A Palazzo San Giorgio la "Giornata di lotta contro la criminalità e per lo sviluppo"

La politica sul banco degli imputati
Veneto: «Preoccupa che nel consiglio regionale ci siano 22 indagati»

C'e' la politica ad ascoltare le famiglie delle vittime della mafia. Ci sono sindaci, rappresentanti dei comuni di mezza provincia e di qualche città siciliana, ci sono consiglieri comunali ed europarlamentari.
Sono in tanti, non tantissimi. Tutti, sotto la lente d'ingrandimento del Comitato per la sicurezza che, ieri mattina a Palazzo San Giorgio, ha tenuto l'ormai tradizionale convegno per la "Giornata di lotta contro la criminalità, l'illegalità e per lo sviluppo socio economico". E' un processo alla politica. «Una politica che deve cominciare a cambiare rotta se vuole ancora essere credibile», dice il presidente del Cids Demetrio Costantino. E i banchi dell'aula del consiglio diventano edicole funerarie, con le madri coraggio ad esporre le foto dei figli ammazzati, a chiedere, ancora una volta, sostegno e giustizia. Chiamati a rispondere, fra gli altri, l'eurodeputato Armando Veneto, il sindaco Giuseppe Scopelliti, il leader socialista Saverio Zavettieri e il presidente della Camera di Commercio Lucio Dattola. Da una parte istituzioni impegnate a confortare, dall'altra vittime anche loro. Chi, come Zavettieri, è stato sparato, chi, come Dattola, ha avuto l'auto bruciata, chi, come Scopelliti, è costretto a camminare sotto scorta. Ma non si tirano indietro, nemmeno quando sul banco degli imputati è la politica a salire. «Dalle liste elettorali devono cominciare a sparire quei candidati che sono solo in odor di illegalità», tuona Armando Veneto.
Che è ancora più diretto: «Se nel consiglio regionale ci sono 22 consiglieri inquisiti non posso che essere preoccupato». Dello stesso tenore le parole del primo cittadino: «Dobbiamo dare risposte per rafforzare lo Stato nel nostro territorio. Non so quanto, oggi, la politica in Calabria possa considerarsi un esempio. C'è gente, in alcune istituzioni, che si caratterizza per atti, scelte, indirizzi incoerenti. Spesso, ho il presentimento che qualcuno stia da una parte e quanlcun altro da un'altra». Il presidente della Camera di commercio, Lucio Dattola, sottolinea «l'inutilità» delle commissioni anti mafia.
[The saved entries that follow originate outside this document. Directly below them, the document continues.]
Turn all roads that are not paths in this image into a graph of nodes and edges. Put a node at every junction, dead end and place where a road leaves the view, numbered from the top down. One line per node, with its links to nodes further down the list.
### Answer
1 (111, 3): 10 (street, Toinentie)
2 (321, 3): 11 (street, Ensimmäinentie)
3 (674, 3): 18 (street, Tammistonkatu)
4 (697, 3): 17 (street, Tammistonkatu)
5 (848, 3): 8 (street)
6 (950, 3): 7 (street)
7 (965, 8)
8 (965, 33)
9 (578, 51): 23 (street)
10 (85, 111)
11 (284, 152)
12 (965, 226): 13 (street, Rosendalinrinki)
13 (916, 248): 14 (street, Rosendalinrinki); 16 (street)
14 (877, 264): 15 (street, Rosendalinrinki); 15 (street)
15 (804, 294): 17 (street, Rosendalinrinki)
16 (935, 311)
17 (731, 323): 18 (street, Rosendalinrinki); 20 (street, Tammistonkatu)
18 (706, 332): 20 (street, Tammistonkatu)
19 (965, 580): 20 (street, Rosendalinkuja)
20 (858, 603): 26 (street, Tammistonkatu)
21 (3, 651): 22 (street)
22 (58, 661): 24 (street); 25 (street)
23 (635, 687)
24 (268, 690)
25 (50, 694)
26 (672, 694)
«La criminalità organizzata - sostiene - non va più studiata, va repressa. Arriveremo al punto che ci saranno più studiosi di mafia che mafiosi. Adesso bisogna risponedre con i fatti». Fatti che per Dattola si traducono nel «mettere la magistratura e le forze dell'ordine nelle migliori condizioni per potere agire».
«Non è possibile - afferma - che il sindacato di polizia denunci che non ci sono i soldi per la benzina o per fare le fotocopie. La politica deve rispondere e, soprattutto a livello romano, deve dettare regole precise e chiare». Dimostrare, insomma, «la volontà di volere sconfiggere la 'ndrangheta».